- Exercise
Please transcribe exactly, and only, the lines of the data below between the line holding "x r add y moveto" and the line holding "0 939 translate 1 -1 scale", inclusive.

━━━ Entries provided ━━━

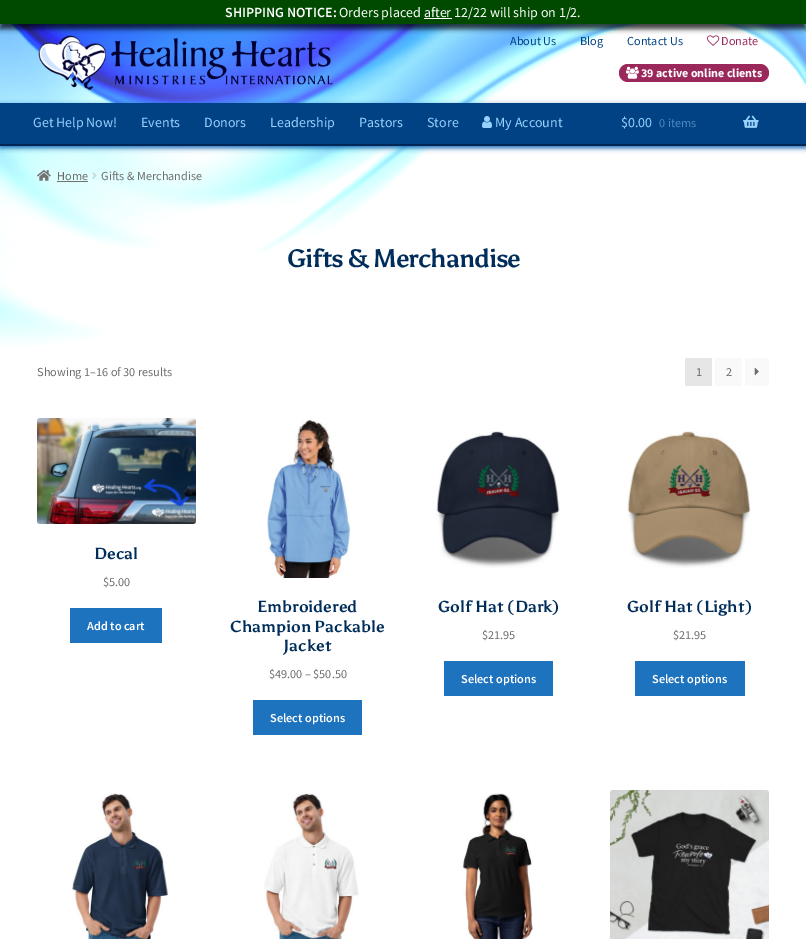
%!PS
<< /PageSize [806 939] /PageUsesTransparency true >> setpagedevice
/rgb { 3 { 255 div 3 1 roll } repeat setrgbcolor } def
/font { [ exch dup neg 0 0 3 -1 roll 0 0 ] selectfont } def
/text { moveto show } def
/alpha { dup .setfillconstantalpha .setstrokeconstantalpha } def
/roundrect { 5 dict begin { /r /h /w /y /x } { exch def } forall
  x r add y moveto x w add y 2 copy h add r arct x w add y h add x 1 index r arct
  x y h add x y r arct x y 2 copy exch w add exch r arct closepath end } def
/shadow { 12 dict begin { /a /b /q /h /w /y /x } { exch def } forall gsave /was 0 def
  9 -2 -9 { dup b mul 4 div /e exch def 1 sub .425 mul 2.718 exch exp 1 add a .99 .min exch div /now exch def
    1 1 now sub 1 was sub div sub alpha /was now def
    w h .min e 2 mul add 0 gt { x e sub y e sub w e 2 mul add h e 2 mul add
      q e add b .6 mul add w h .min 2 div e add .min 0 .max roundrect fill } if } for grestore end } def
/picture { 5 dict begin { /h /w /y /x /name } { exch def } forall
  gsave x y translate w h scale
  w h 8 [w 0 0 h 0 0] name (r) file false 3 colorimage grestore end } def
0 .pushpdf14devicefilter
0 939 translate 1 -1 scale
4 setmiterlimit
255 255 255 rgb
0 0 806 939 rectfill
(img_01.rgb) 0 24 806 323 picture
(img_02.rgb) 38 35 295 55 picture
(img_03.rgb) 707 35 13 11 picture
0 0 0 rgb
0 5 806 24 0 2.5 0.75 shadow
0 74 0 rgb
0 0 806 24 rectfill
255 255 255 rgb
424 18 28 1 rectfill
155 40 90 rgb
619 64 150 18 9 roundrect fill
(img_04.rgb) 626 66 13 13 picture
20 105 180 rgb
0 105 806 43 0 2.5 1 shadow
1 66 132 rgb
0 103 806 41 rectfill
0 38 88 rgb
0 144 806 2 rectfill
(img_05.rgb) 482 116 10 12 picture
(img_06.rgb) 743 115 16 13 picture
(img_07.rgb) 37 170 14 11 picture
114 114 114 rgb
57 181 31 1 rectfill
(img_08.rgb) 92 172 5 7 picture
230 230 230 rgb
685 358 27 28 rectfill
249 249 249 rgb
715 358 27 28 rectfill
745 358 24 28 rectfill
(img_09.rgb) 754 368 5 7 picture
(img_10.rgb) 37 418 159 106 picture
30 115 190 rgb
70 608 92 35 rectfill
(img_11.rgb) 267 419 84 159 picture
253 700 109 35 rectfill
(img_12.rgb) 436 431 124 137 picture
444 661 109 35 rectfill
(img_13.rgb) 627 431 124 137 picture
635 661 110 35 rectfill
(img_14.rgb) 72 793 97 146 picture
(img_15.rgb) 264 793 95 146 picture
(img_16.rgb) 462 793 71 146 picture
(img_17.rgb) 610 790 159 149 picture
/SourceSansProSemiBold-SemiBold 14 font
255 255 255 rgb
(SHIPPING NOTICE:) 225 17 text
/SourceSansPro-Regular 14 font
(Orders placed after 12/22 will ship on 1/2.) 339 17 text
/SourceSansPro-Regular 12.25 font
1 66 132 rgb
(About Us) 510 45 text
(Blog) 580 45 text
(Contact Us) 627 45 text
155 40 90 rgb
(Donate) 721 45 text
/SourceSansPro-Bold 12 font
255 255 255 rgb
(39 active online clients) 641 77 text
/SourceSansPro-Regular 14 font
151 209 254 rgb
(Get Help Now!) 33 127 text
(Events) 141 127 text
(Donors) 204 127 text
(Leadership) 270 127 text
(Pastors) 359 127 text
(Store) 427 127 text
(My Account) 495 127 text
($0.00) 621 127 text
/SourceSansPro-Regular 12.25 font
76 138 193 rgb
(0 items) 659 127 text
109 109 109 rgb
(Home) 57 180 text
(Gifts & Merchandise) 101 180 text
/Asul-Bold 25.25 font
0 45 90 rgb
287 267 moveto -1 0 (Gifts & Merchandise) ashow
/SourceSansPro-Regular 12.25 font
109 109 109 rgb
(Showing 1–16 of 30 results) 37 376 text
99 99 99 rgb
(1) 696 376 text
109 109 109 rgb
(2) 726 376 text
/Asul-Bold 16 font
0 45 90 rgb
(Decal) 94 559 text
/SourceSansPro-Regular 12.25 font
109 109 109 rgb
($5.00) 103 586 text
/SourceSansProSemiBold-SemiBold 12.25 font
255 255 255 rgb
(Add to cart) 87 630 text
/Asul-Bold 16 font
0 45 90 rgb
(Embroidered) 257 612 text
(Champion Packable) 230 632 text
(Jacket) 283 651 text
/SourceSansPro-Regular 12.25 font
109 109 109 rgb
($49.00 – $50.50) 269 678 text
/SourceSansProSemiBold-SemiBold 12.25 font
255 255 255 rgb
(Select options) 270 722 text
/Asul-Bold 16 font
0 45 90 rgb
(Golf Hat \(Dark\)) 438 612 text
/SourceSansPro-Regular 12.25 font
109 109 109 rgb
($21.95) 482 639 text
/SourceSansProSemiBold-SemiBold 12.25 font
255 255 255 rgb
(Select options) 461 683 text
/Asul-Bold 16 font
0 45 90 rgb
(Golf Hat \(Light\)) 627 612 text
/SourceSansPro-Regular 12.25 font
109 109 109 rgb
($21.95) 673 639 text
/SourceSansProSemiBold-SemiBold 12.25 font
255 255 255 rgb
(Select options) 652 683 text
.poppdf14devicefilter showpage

━━━

- Result of this task
  x r add y moveto x w add y 2 copy h add r arct x w add y h add x 1 index r arct
  x y h add x y r arct x y 2 copy exch w add exch r arct closepath end } def
/shadow { 12 dict begin { /a /b /q /h /w /y /x } { exch def } forall gsave /was 0 def
  9 -2 -9 { dup b mul 4 div /e exch def 1 sub .425 mul 2.718 exch exp 1 add a .99 .min exch div /now exch def
    1 1 now sub 1 was sub div sub alpha /was now def
    w h .min e 2 mul add 0 gt { x e sub y e sub w e 2 mul add h e 2 mul add
      q e add b .6 mul add w h .min 2 div e add .min 0 .max roundrect fill } if } for grestore end } def
/picture { 5 dict begin { /h /w /y /x /name } { exch def } forall
  gsave x y translate w h scale
  w h 8 [w 0 0 h 0 0] name (r) file false 3 colorimage grestore end } def
0 .pushpdf14devicefilter
0 939 translate 1 -1 scale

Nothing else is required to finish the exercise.